### Source data
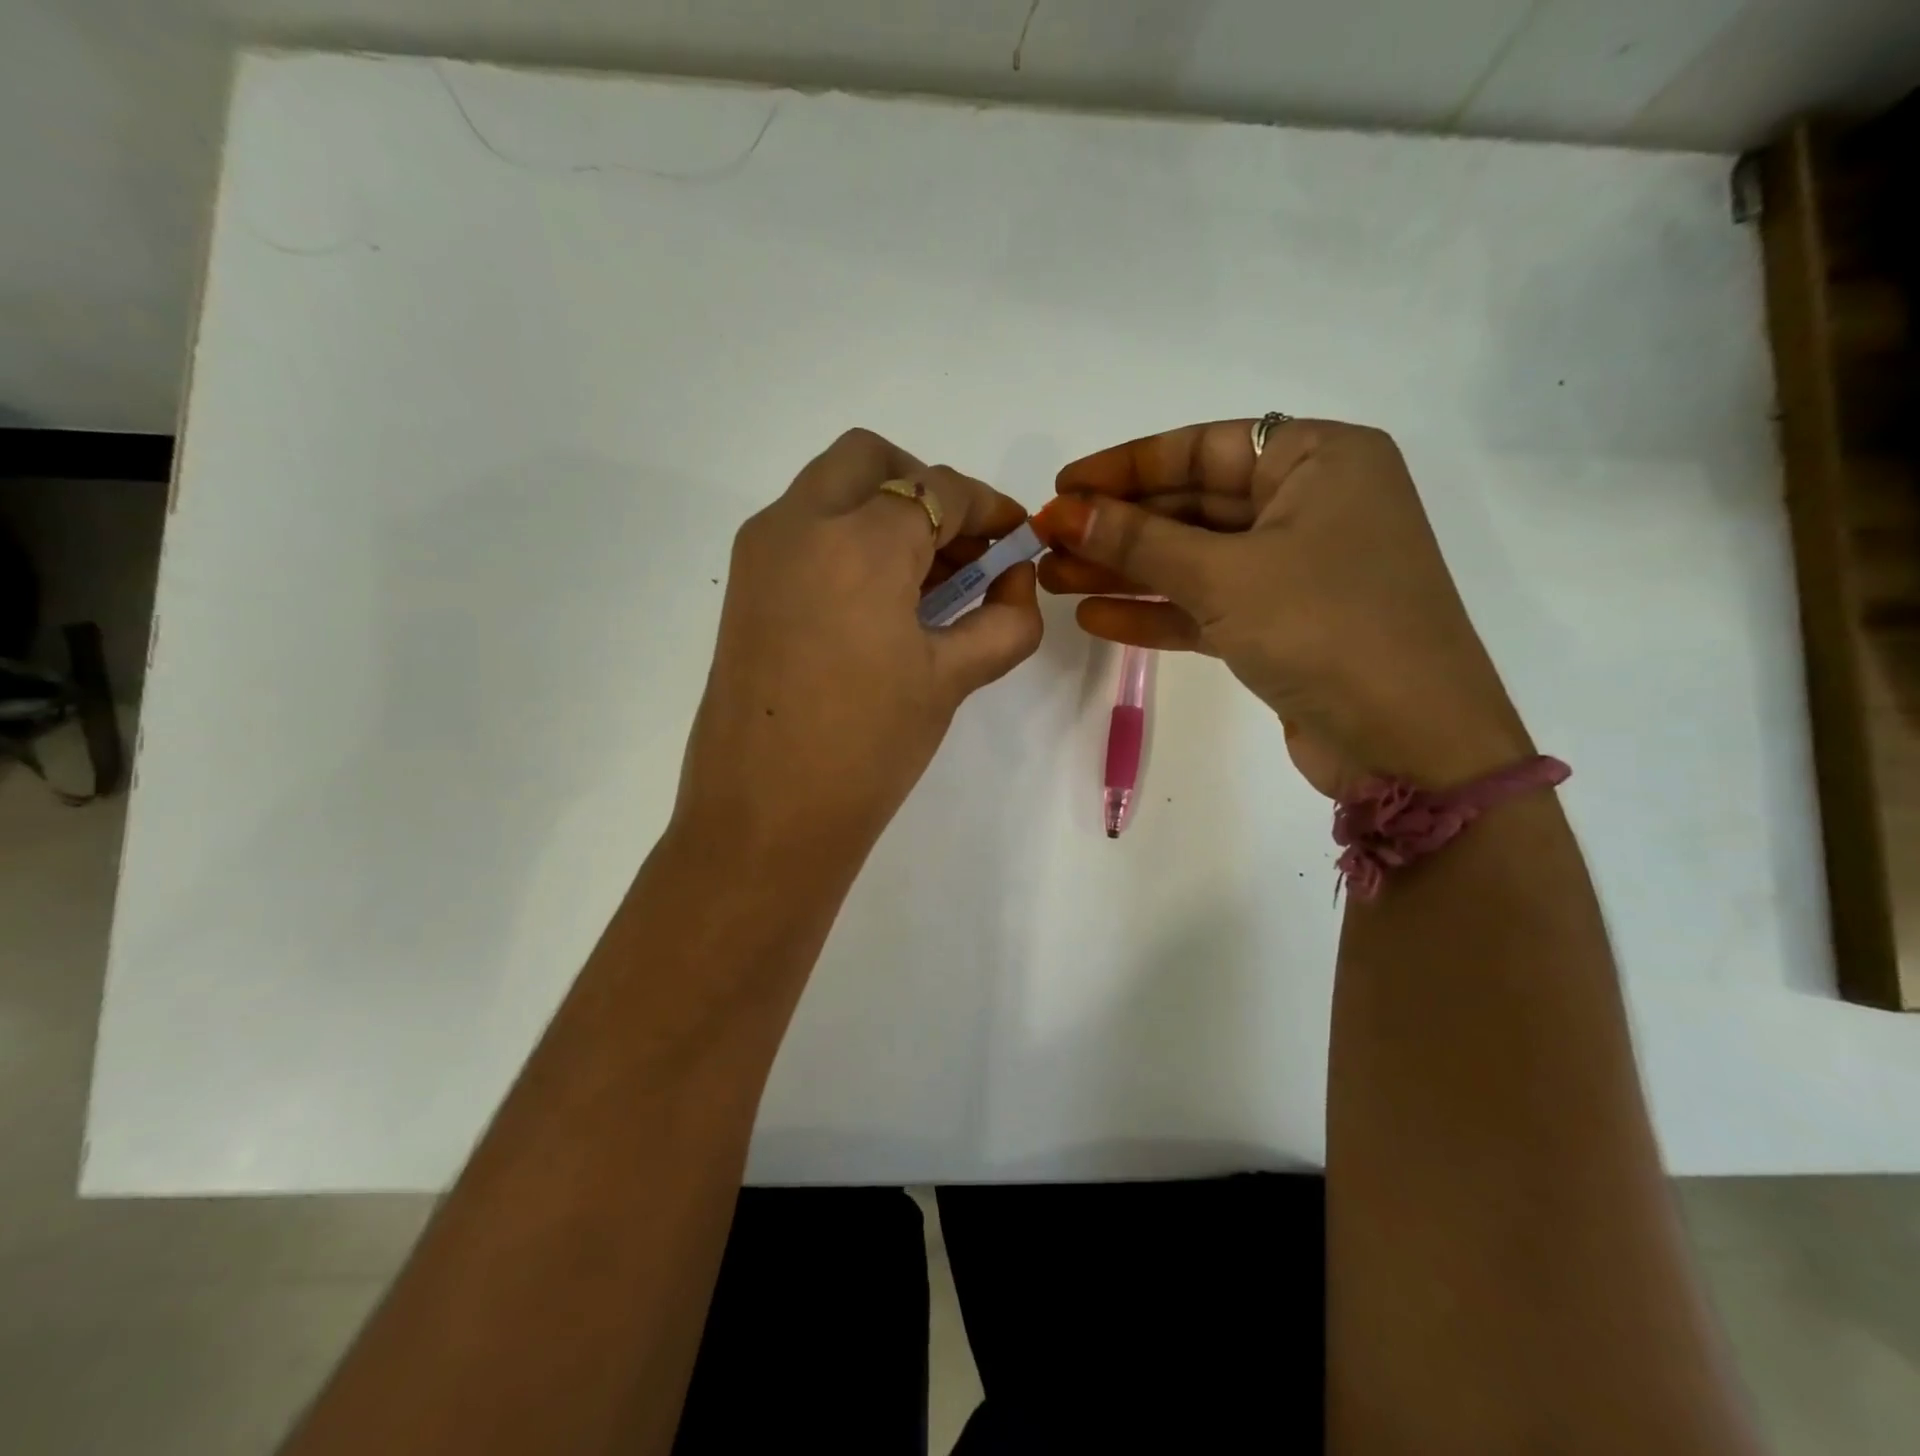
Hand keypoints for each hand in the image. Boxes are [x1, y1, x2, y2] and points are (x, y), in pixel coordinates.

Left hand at [675, 428, 1043, 870]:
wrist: (764, 818)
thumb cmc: (867, 749)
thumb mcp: (950, 680)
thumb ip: (1003, 622)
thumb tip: (1018, 584)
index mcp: (858, 543)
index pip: (936, 491)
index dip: (987, 507)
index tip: (1014, 536)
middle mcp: (799, 525)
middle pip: (871, 462)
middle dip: (926, 488)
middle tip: (961, 546)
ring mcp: (761, 552)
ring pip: (831, 490)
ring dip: (884, 512)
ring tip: (928, 579)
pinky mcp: (744, 586)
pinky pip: (804, 530)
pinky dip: (847, 538)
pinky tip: (881, 601)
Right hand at [1036, 418, 1528, 796]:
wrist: (1409, 745)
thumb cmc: (1328, 629)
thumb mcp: (1226, 575)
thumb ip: (1140, 542)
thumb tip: (1064, 513)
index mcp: (1320, 460)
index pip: (1204, 447)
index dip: (1126, 467)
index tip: (1063, 485)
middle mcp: (1311, 504)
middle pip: (1194, 505)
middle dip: (1118, 528)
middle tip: (1046, 542)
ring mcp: (1297, 569)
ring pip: (1194, 559)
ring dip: (1125, 571)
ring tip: (1053, 580)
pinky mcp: (1281, 624)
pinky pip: (1207, 604)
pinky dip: (1156, 611)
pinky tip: (1095, 618)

### What the task requires
Give back the line containing "middle dip: (1118, 528)" and all the lines after it through the end of the records, unchanged.

### Response below
middle dip: (1118, 528)
middle tip: (1046, 542)
ring mcp: (1297, 569)
ring pip: (1194, 559)
ring dip: (1125, 571)
ring tip: (1053, 580)
pinky mcp: (1281, 624)
pinky pip: (1207, 604)
pinky dip: (1156, 611)
pinky tip: (1095, 618)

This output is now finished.